To better understand reasonable assurance, perhaps it can help to scrutinize more closely why absolute assurance is not possible. Auditors are unable to obtain absolute assurance not because they conduct engagements with insufficient care, but because limitations inherent in the process restrict the ability to guarantee absolute assurance.
Such intrinsic limitations of an audit include:
Inherent limitations of an accounting system:Use of judgment in establishing estimates
Room for more than one possible interpretation of requirements
Degree of uncertainty and complexity of the transactions involved
Negative effects of subjective decisions and bias on the part of management
Existence of fraud committed by the entity's management or employees and thus concealment through collusion of important information that would indicate fraud
Use of sampling techniques in conducting different audit procedures.
Practical and/or legal limitations to obtain sufficient audit evidence
Limitations as agreed upon in engagement letter or as applied or forced by the management
Cost-benefit limitations; i.e., the audit engagement requires resources which might not be available, or the cost of gaining additional assurance will be higher than the benefit gained
Reasonable assurance would appear to be determined on an audit-by-audit basis specific to the factors of the engagement. A review of case law involving auditor liability unfortunately does not shed much light on the concept as the analyses are fact-specific and provide little interpretation.
The accounting and audit profession should continue to strive for a more descriptive and concrete definition of reasonable assurance so that investors and other financial statement users are more certain on what an audit opinion delivers. If auditors themselves do not have a good grasp of the concept they potentially may not require as much evidence to achieve reasonable assurance, especially in areas where they believe the risk is low.

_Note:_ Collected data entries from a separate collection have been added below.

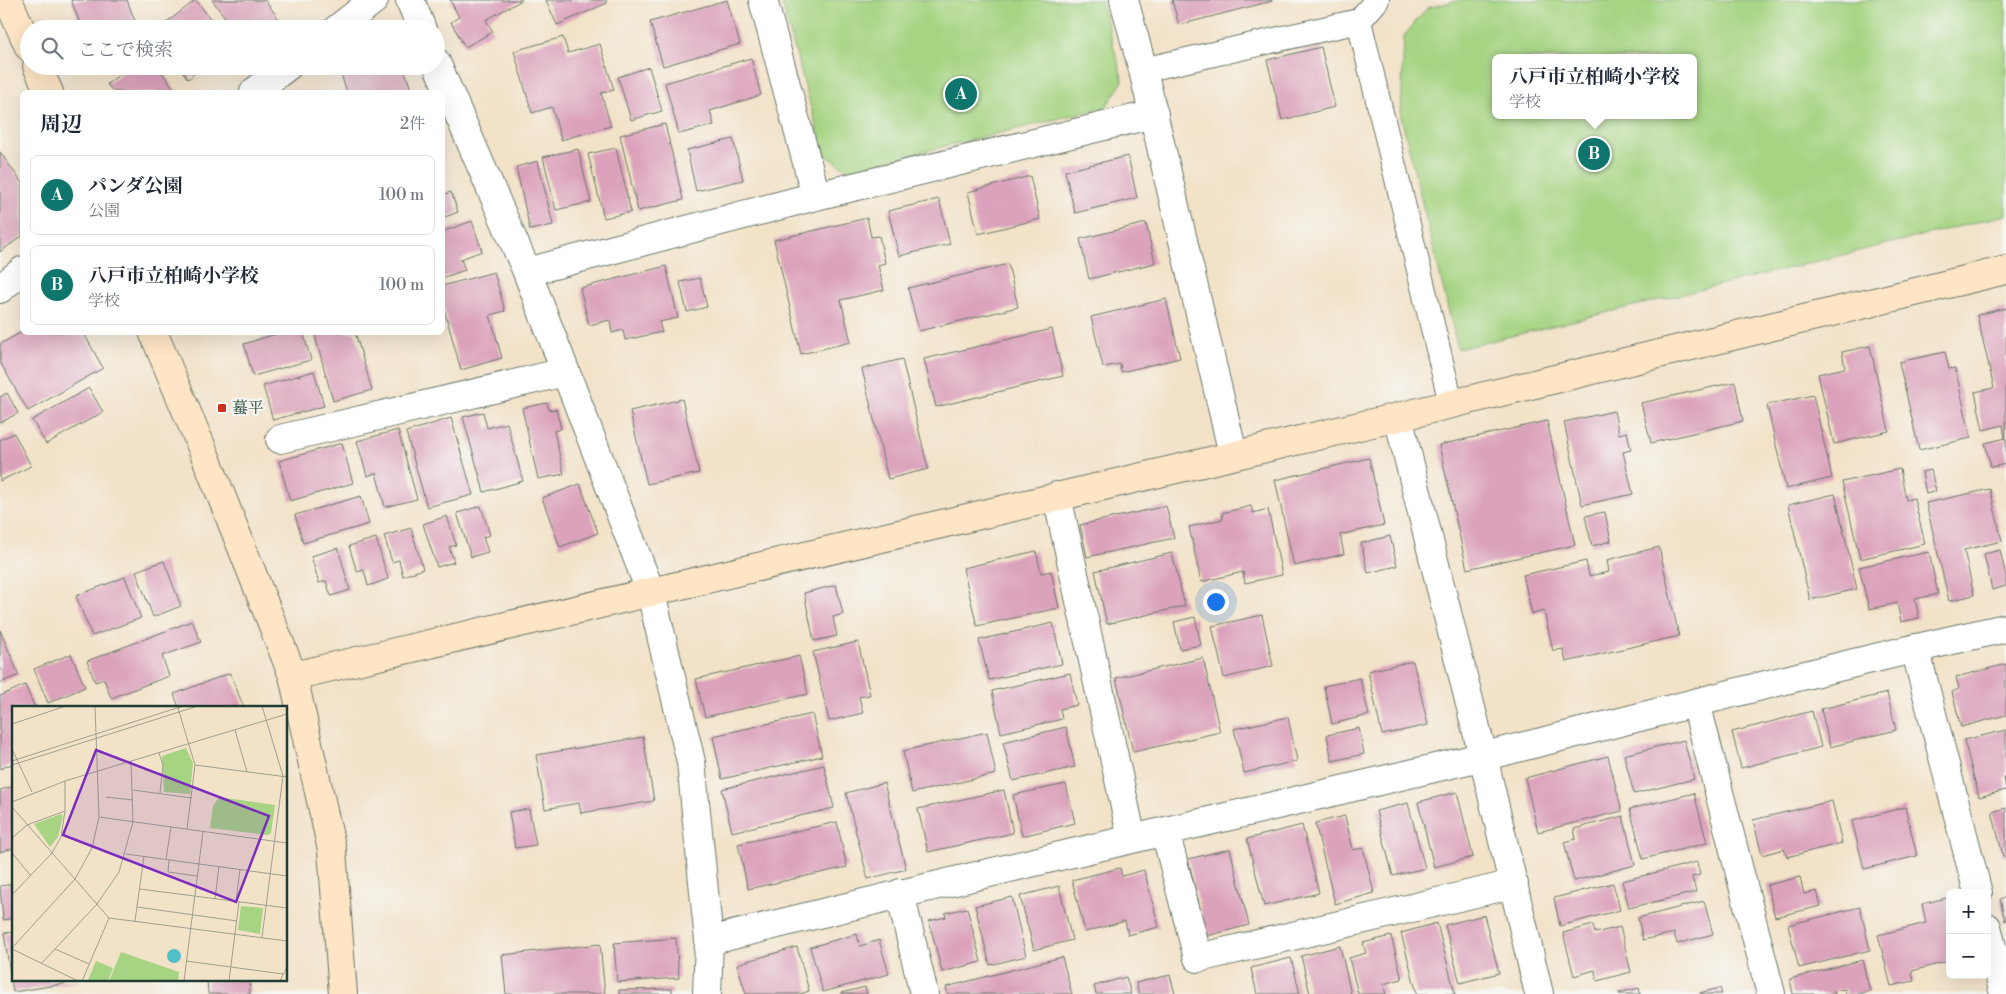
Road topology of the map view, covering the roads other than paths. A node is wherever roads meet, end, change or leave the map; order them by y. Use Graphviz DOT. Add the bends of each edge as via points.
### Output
graph roads {
  1 [pos="8,0"];
  2 [pos="374,0"];
  3 [pos="410,0"];
  4 [pos="763,0"];
  5 [pos="1124,0"];
  6 [pos="1378,0"];
  7 [pos="348,20"];
  8 [pos="418,20"];
  9 [pos="1358,20"];
  10 [pos="20,27"];
  11 [pos="1144,70"];
  12 [pos="41,75"];
  13 [pos="276,75"];
  14 [pos="442,75"];
  15 [pos="48,90"];
  16 [pos="257,90"];
  17 [pos="1154,114"];
  18 [pos="816,196"];
  19 [pos="2006,270"];
  20 [pos="527,272"];
  21 [pos="20,273"];
  22 [pos="0,288"];
  23 [pos="154,335"];
  24 [pos="566,372"];
  25 [pos="1451,403"];
  26 [pos="1398,417"];
  27 [pos="280,439"];
  28 [pos="1233,454"];
  29 [pos="1057,496"];
  30 [pos="651,592"];
  31 [pos="2006,628"];
  32 [pos="1915,648"];
  33 [pos="293,676"];
  34 [pos="1696,703"];
  35 [pos="1483,756"];
  36 [pos="1165,831"];
  37 [pos="1132,838"];
  38 [pos="1514,884"];
  39 [pos="1977,889"];
  40 [pos="900,893"];
  41 [pos="1989,934"];
  42 [pos="709,941"];
  43 [pos="343,994"];
  44 [pos="707,994"];
  45 [pos="924,994"];
  46 [pos="1539,994"];
  47 [pos="1771,994"];
  48 [pos="2005,994"];
  1 -- 10 [label="street"];
  2 -- 7 [label="street"];
  3 -- 8 [label="street"];
  4 -- 18 [label="street"];
  5 -- 11 [label="street"];
  6 -- 9 [label="lane"];
  9 -- 11 [label="lane"];
  9 -- 25 [label="lane"];
  11 -- 17 [label="street"];
  12 -- 15 [label="street"];
  13 -- 16 [label="street"];
  14 -- 20 [label="street"];
  17 -- 18 [label="street"];
  17 -- 28 [label="street"];
  18 -- 20 [label="street"];
  19 -- 25 [label="street"];
  20 -- 24 [label="street"];
  21 -- 22 [label="street"];
  23 -- 33 [label="street"];
  24 -- 27 [label="street"];
  24 -- 30 [label="street"];
  25 -- 26 [label="street"];
  26 -- 28 [label="street"];
  26 -- 35 [label="street"];
  28 -- 29 [label="street"];
  29 -- 30 [label="street"];
  29 -- 37 [label="street"];
  30 -- 33 [label="street"];
  30 -- 42 [label="street" via="691,762"];
  31 -- 32 [label="street"];
  32 -- 34 [label="street"];
  32 -- 39 [label="street"];
  33 -- 43 [label="street" via="332,850"];
  34 -- 35 [label="street"];
  34 -- 47 [label="street"];
  35 -- 36 [label="street"];
  35 -- 38 [label="street"];
  36 -- 37 [label="street"];
  36 -- 38 [label="street" via="1198,958"];
  37 -- 40 [label="street"];
  38 -- 46 [label="street"];
  40 -- 42 [label="street"];
  40 -- 45 [label="street"];
  41 -- 48 [label="street"];
  42 -- 44 [label="street"];
}
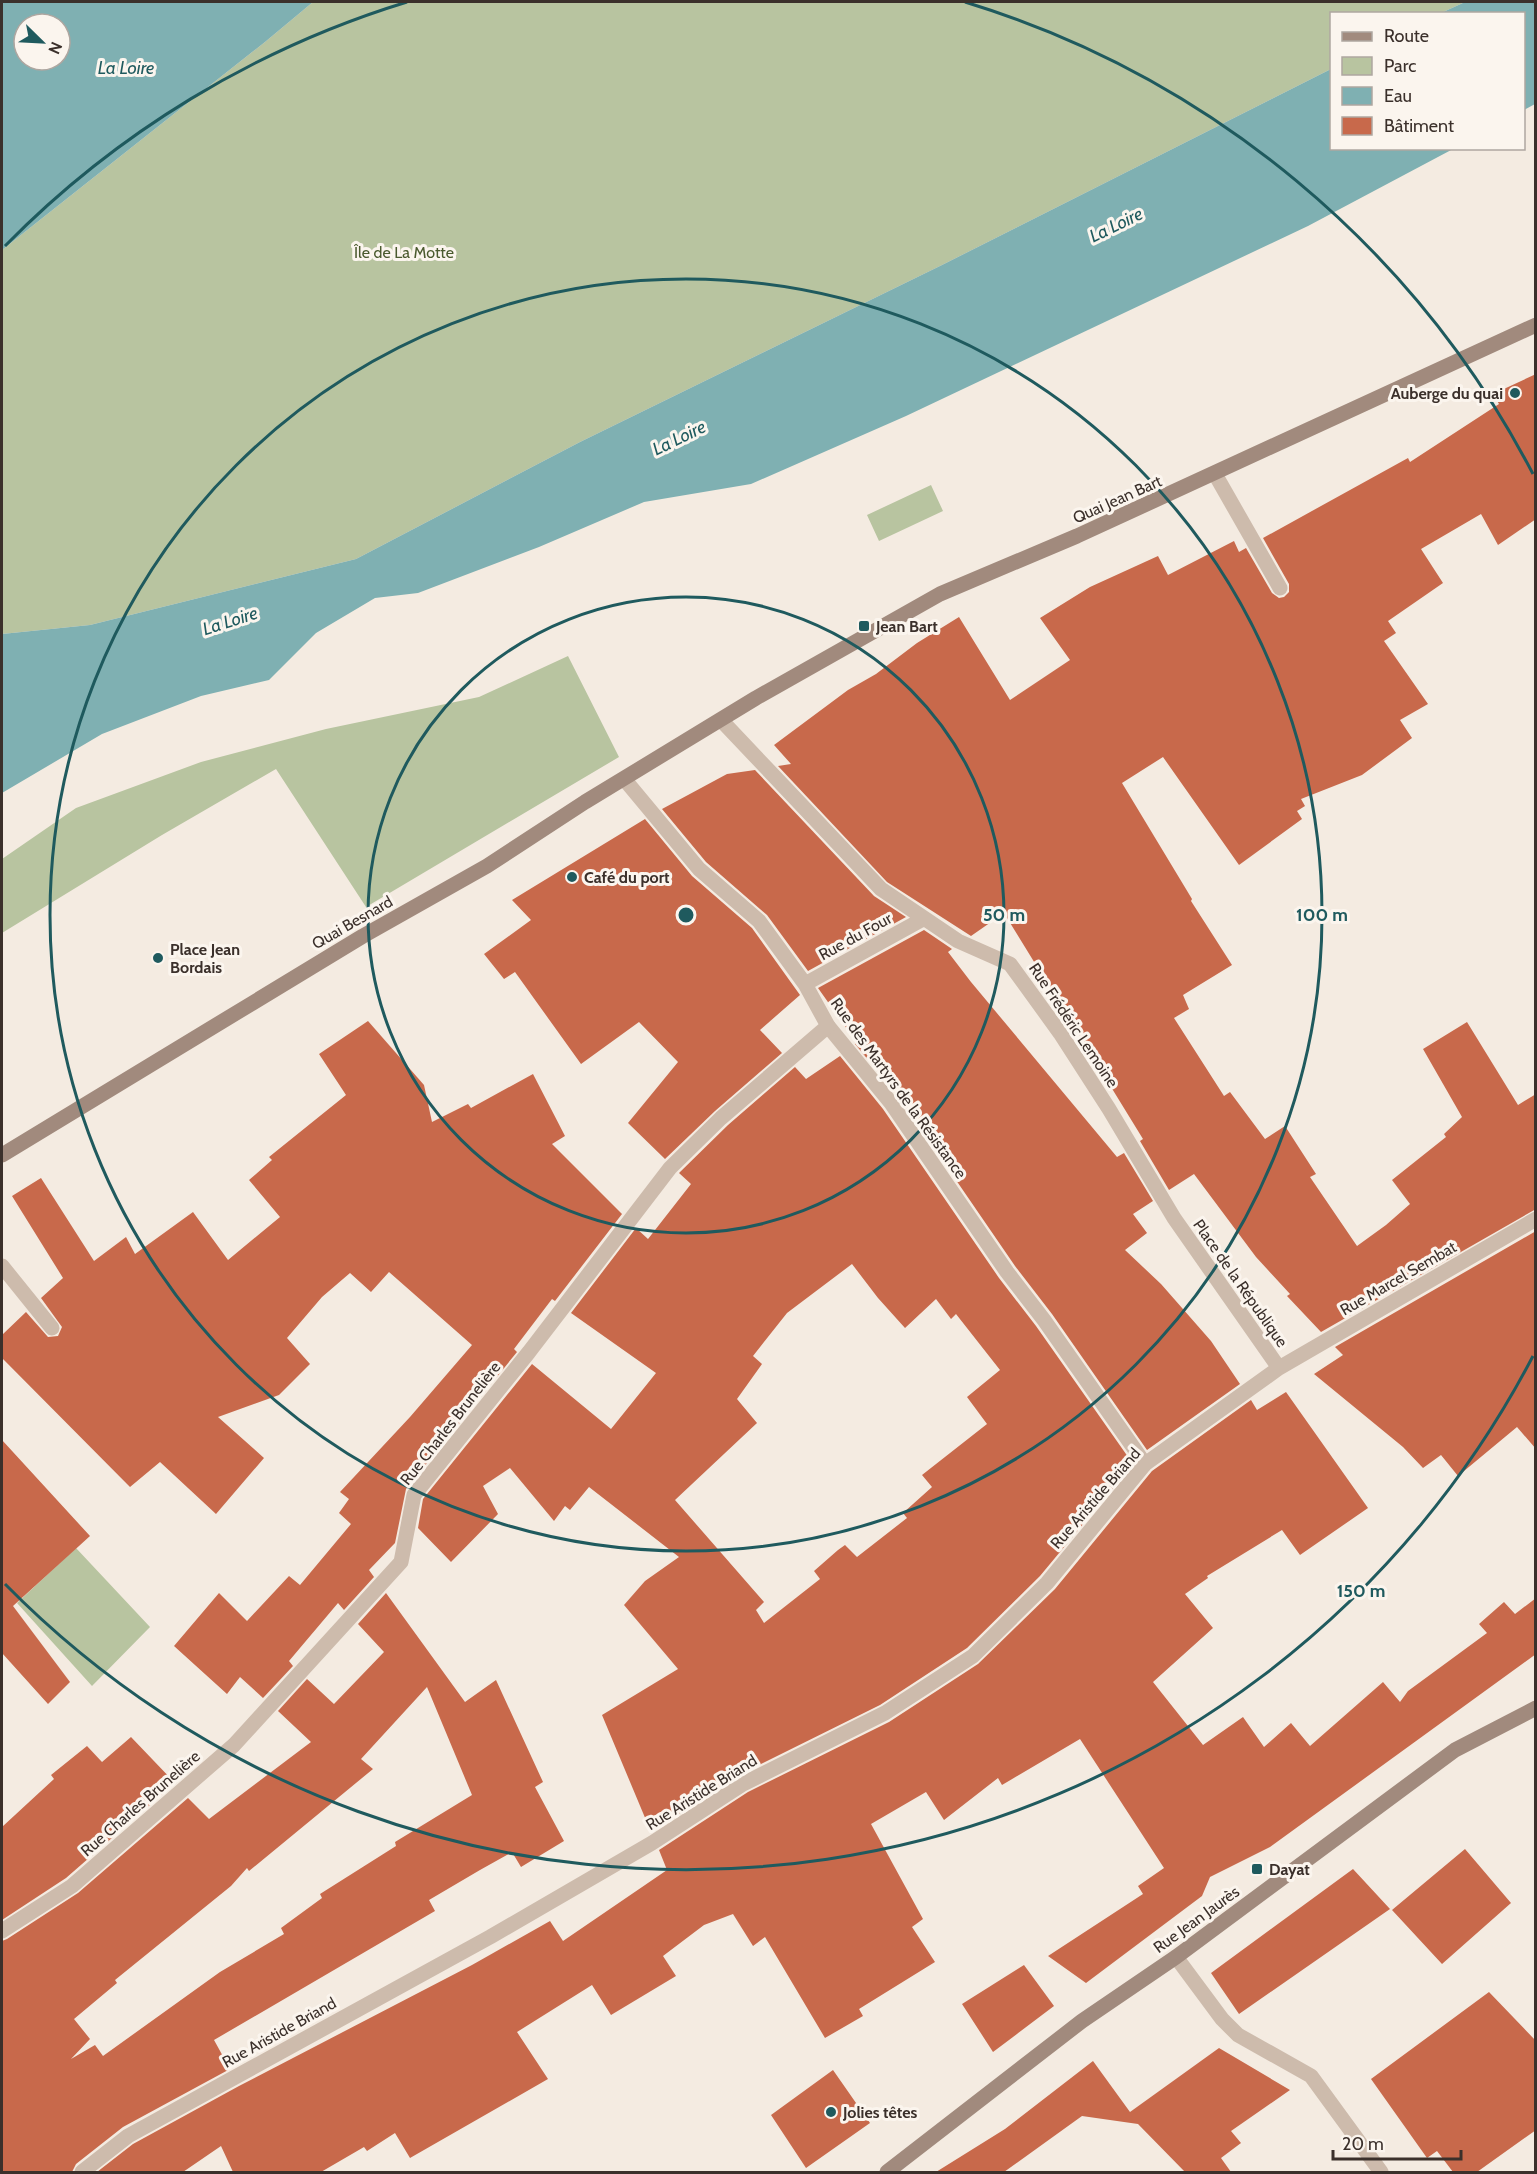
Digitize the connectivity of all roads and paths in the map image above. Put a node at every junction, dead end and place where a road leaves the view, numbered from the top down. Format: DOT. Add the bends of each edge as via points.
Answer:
graph roads {
  1 [pos="1536,325"];
  2 [pos="1215,474"];
  3 [pos="1280,588"];
  4 [pos="721,720"];
  5 [pos="624,780"];
  6 [pos="923,919"];
  7 [pos="806,984"];
  8 [pos="828,1026"];
  9 [pos="2,1155"];
  10 [pos="1174,1218"];
  11 [pos="1536,1219"];
  12 [pos="2,1266"];
  13 [pos="52,1328"];
  14 [pos="1279,1368"];
  15 [pos="1145,1464"];
  16 [pos="1536,1708"];
  17 [pos="2,1931"];
  18 [pos="1176,1957"];
  19 [pos="82,2172"];
  20 [pos="887,2172"];
  21 [pos="1381,2172"];
  1 -- 2 [label="street, Quai Jean Bart"];
  2 -- 3 [label="street"];
  2 -- 4 [label="street, Quai Jean Bart" via="940,594"];
  4 -- 5 [label="street, Quai Besnard"];
  4 -- 6 [label="street, Rue Frédéric Lemoine" via="881,889"];
  5 -- 7 [label="street, Rue des Martyrs de la Résistance" via="699,868 759,921"];
  5 -- 9 [label="street, Quai Besnard"];
  6 -- 7 [label="street, Rue du Four"];
  6 -- 10 [label="street, Rue Frédéric Lemoine" via="958,941 1010,964 1060,1033"];
  7 -- 8 [label="street, Rue des Martyrs de la Résistance"];
  8 -- 15 [label="street, Rue des Martyrs de la Résistance" via="891,1102"];
  8 -- 17 [label="street, Rue Charles Brunelière" via="721,1118 670,1168 414,1495 401,1562 234,1745 72,1886"];
  10 -- 14 [label="street, Place de la République"];
  11 -- 14 [label="street, Rue Marcel Sembat"];
  12 -- 13 [label="street"];
  14 -- 15 [label="street, Rue Aristide Briand"];
  15 -- 19 [label="street, Rue Aristide Briand" via="1047,1582 973,1656 885,1713 743,1784 652,1843 490,1937 128,2136"];
  16 -- 18 [label="street, Rue Jean Jaurès" via="1455,1750"];
  18 -- 20 [label="street, Rue Jean Jaurès" via="1082,2021"];
  18 -- 21 [label="street" via="1222,2019 1239,2035 1311,2076"];
}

Ultimately, reasonable assurance boils down to the judgment of a prudent professional or official that audit risk will be limited to a low level that is, in his or her professional judgment, appropriate. External and internal auditors should be prepared to express opinions on the adequacy of financial statements, internal control, as well as the management of risk and governance processes. Auditors do rely on their common sense and exercise judgment in performing their professional duties; but more specificity on what this means can prove valuable.